1
votes

I need to know if Apache NiFi supports running processors until completion.

"the execution of a series of processors in process group wait for anothor process group results execution to be complete".

For example:

Suppose there are three processors in NiFi UI.

    P1-->P2-->P3
    P-->Processor

Now I need to run P1 if it run completely then run P2 And finally it will run like sequence but one wait for another to be complete.

EDIT-1:

Just for example I have data in web URL. I can download that data using GetHTTP Processor. Now I stored that in putFile content. If file saved in putFile directory then run FetchFile to process that file into my database like below workflow.

GetHTTP-->PutFile-->FetchFile-->DB

Is this possible?

1

1 Answers

12
votes

NiFi itself is not really a batch processing system, it is a data flow system more geared towards continuous processing.
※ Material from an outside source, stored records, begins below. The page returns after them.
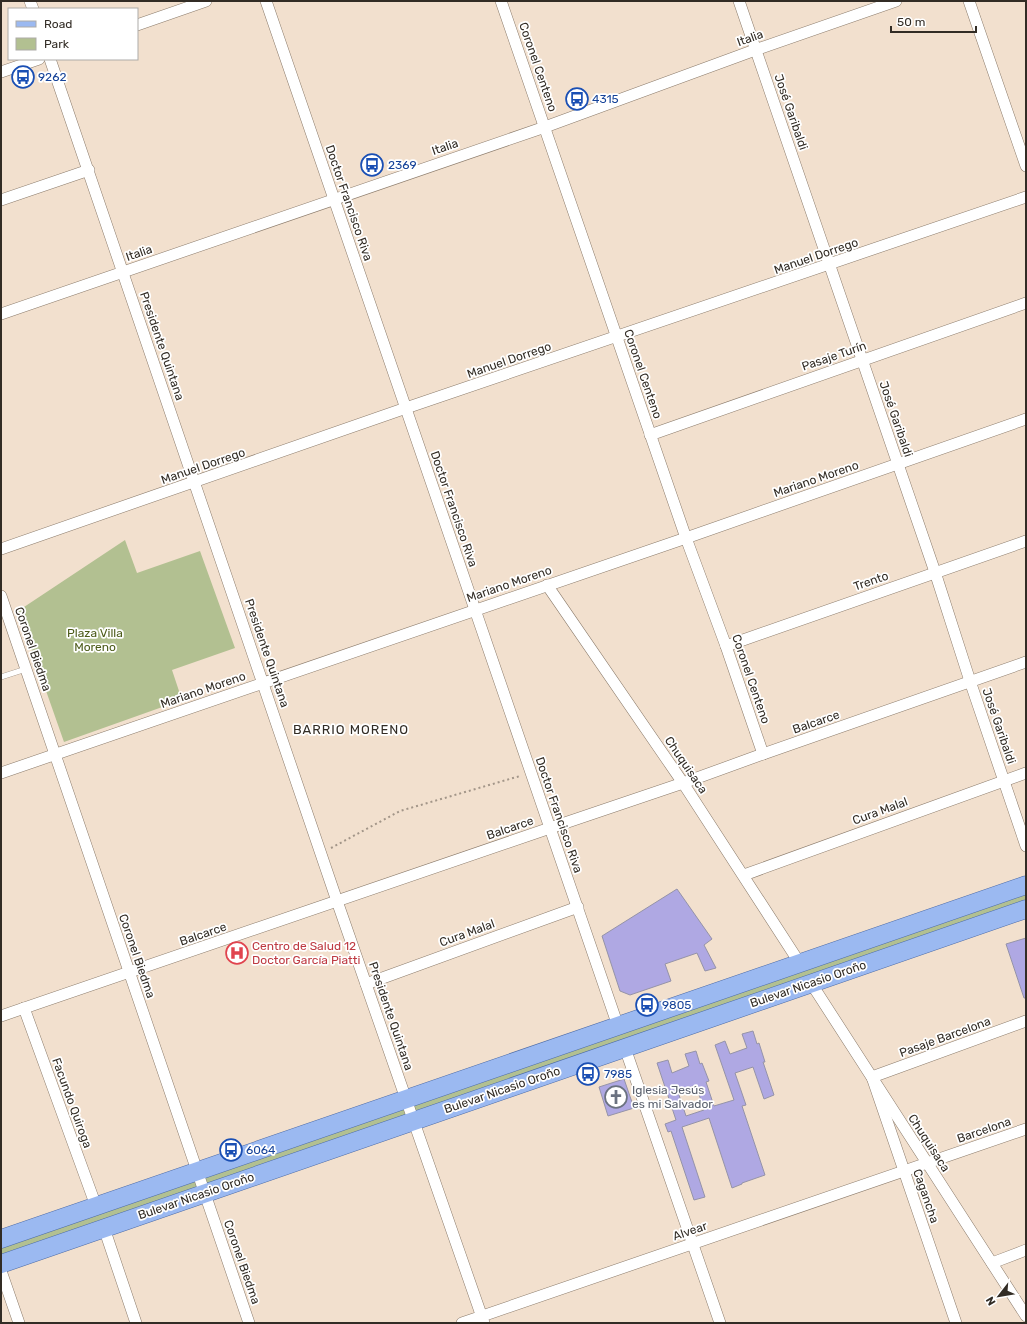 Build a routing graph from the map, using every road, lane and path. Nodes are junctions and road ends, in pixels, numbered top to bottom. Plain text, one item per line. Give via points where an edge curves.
1 (206, 1) edge
2 (266, 1) edge
3 (501, 1) edge
4 (739, 1) edge
5 (896, 1) edge
6 (969, 1) edge
7 (138, 25) edge
8 (755, 50) junction
9 (36, 60) edge
10 (50, 60) edge
11 (1, 72) edge
12 (545, 127) junction
13 (1026, 166) edge
14 (89, 170) junction
15 (1026, 197) edge
16 (334, 198) junction
17 (1, 200) edge
18 (830, 265) junction
19 (123, 272) junction
20 (1026, 303) edge
21 (1, 314) edge
22 (617, 337) junction
23 (862, 360) junction
24 (406, 408) junction
25 (1026, 419) edge
26 (650, 435) junction
27 (898, 464) junction
28 (195, 482) junction
29 (686, 538) junction
30 (1026, 540) edge
31 (1, 549) edge
32 (935, 572) junction
33 (547, 585) junction
34 (1, 596) edge
35 (475, 610) junction
36 (726, 646) junction
37 (1026, 662) edge
38 (26, 669) junction
39 (1, 677) edge
40 (970, 681) junction
41 (263, 683) junction
42 (55, 754) junction
43 (763, 754) junction
44 (1, 773) edge
45 (531, 773) junction
46 (1026, 773) edge
47 (1004, 780) junction
48 (684, 783) junction
49 (550, 828) junction
50 (1026, 846) edge
51 (321, 853) junction
52 (744, 875) junction
53 (1026, 884) edge
54 (337, 901) junction
55 (578, 907) junction
56 (1026, 909) edge
57 (799, 962) junction
58 (129, 973) junction
59 (366, 984) junction
60 (811, 984) junction
61 (24, 1008) junction
62 (1, 1016) edge
63 (1026, 1021) edge
64 (618, 1026) junction
65 (625, 1048) junction
66 (872, 1077) junction
67 (406, 1099) junction
68 (414, 1121) junction
69 (1026, 1129) edge
70 (927, 1164) junction
71 (197, 1171) junction
72 (904, 1171) junction
73 (205, 1193) junction
74 (96, 1206) junction
75 (104, 1228) junction
76 (1, 1239) edge
77 (693, 1244) junction
78 (1026, 1250) edge
79 (992, 1263) junction
80 (1, 1264) edge
81 (1, 1271) edge
82 (1026, 1316) edge
83 (483, 1320) edge
84 (19, 1323) edge
85 (136, 1323) edge
86 (250, 1323) edge
87 (462, 1323) edge
88 (720, 1323) edge
89 (956, 1323) edge

1 - 7 street
2 - 16 street, Doctor Francisco Riva
3 - 12 street, Coronel Centeno
4 - 8 street, José Garibaldi
5 - 8 street, Italia
6 - 13 street
8 - 12 street, Italia
8 - 18 street, José Garibaldi
9 - 11 street
10 - 14 street, Presidente Quintana
12 - 16 street, Italia
12 - 22 street, Coronel Centeno
14 - 17 street
14 - 19 street, Presidente Quintana
15 - 18 street, Manuel Dorrego
16 - 19 street, Italia
16 - 24 street, Doctor Francisco Riva
18 - 22 street, Manuel Dorrego
18 - 23 street, José Garibaldi
19 - 21 street, Italia
19 - 28 street, Presidente Quintana
20 - 23 street, Pasaje Turín
22 - 24 street, Manuel Dorrego
22 - 26 street, Coronel Centeno
23 - 26 street, Pasaje Turín
23 - 27 street, José Garibaldi
24 - 28 street, Manuel Dorrego
24 - 35 street, Doctor Francisco Riva
25 - 27 street, Mariano Moreno
26 - 29 street, Coronel Centeno
27 - 29 street, Mariano Moreno
27 - 32 street, José Garibaldi
28 - 31 street, Manuel Dorrego
28 - 41 street, Presidente Quintana
29 - 33 street, Mariano Moreno
29 - 36 street, Coronel Centeno
30 - 32 street, Trento
32 - 36 street, Trento
32 - 40 street, José Garibaldi
33 - 35 street, Mariano Moreno
33 - 48 street, Chuquisaca
34 - 38 street, Coronel Biedma
35 - 41 street, Mariano Moreno
35 - 45 street, Doctor Francisco Riva
36 - 43 street, Coronel Centeno
37 - 40 street, Balcarce
38 - 39 lane
38 - 42 street, Coronel Biedma
40 - 43 street, Balcarce
40 - 47 street, José Garibaldi
41 - 42 street, Mariano Moreno
41 - 51 street, Presidente Quintana
42 - 44 street, Mariano Moreno
42 - 58 street, Coronel Biedma
43 - 48 street, Balcarce
45 - 49 street, Doctor Francisco Riva
45 - 51 path via 400,811
46 - 47 street, Cura Malal
47 - 50 street, José Garibaldi
47 - 52 street, Cura Malal
48 - 49 street, Balcarce
48 - 52 street, Chuquisaca
49 - 54 street, Balcarce
49 - 55 street, Doctor Francisco Riva
51 - 54 street, Presidente Quintana
52 - 57 street, Chuquisaca
53 - 57 main road, Bulevar Nicasio Oroño
54 - 58 street, Balcarce
54 - 59 street, Presidente Quintana
55 - 59 street, Cura Malal
55 - 64 street, Doctor Francisco Riva
56 - 60 main road, Bulevar Nicasio Oroño
57 - 64 main road, Bulevar Nicasio Oroño
58 - 61 street, Balcarce
58 - 71 street, Coronel Biedma
59 - 67 street, Presidente Quintana
60 - 65 main road, Bulevar Nicasio Oroño
60 - 66 street, Chuquisaca
61 - 62 street, Balcarce
61 - 74 street, Facundo Quiroga
63 - 66 street, Pasaje Barcelona
64 - 67 main road, Bulevar Nicasio Oroño
65 - 68 main road, Bulevar Nicasio Oroño
65 - 77 street
66 - 70 street, Chuquisaca
66 - 72 street, Cagancha
67 - 68 street, Presidente Quintana
67 - 71 main road, Bulevar Nicasio Oroño
68 - 73 main road, Bulevar Nicasio Oroño
68 - 83 street, Presidente Quintana
69 - 70 street, Barcelona
70 - 72 street, Alvear
70 - 79 street, Chuquisaca
71 - 73 street, Coronel Biedma
71 - 74 main road, Bulevar Nicasio Oroño
72 - 77 street, Alvear
72 - 89 street, Cagancha
73 - 75 main road, Bulevar Nicasio Oroño
73 - 86 street, Coronel Biedma
74 - 76 main road, Bulevar Nicasio Oroño
75 - 80 main road, Bulevar Nicasio Oroño
75 - 85 street
77 - 83 street, Alvear
77 - 88 street
78 - 79 street
79 - 82 street, Chuquisaca
81 - 84 street
83 - 87 street, Alvear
Having said that, there are some techniques you can use to do batch-like operations, depending on which processors you're using.

The Split processors (SplitText, SplitJSON, etc.) write attributes to the flow files that include a "fragment.identifier" which is unique for all splits created from an incoming flow file, and "fragment.count" which is the total number of those splits. Processors like MergeContent use those attributes to process a whole batch (aka fragment), so the output from those kinds of processors would occur after an entire batch/fragment has been processed.

Another technique is to write an empty file in a temp directory when the job is complete, then a ListFile processor (pointing at that temp directory) would issue a flow file when the file is detected.

Can you describe more about the processors in your flow, and how you would know when a batch was complete?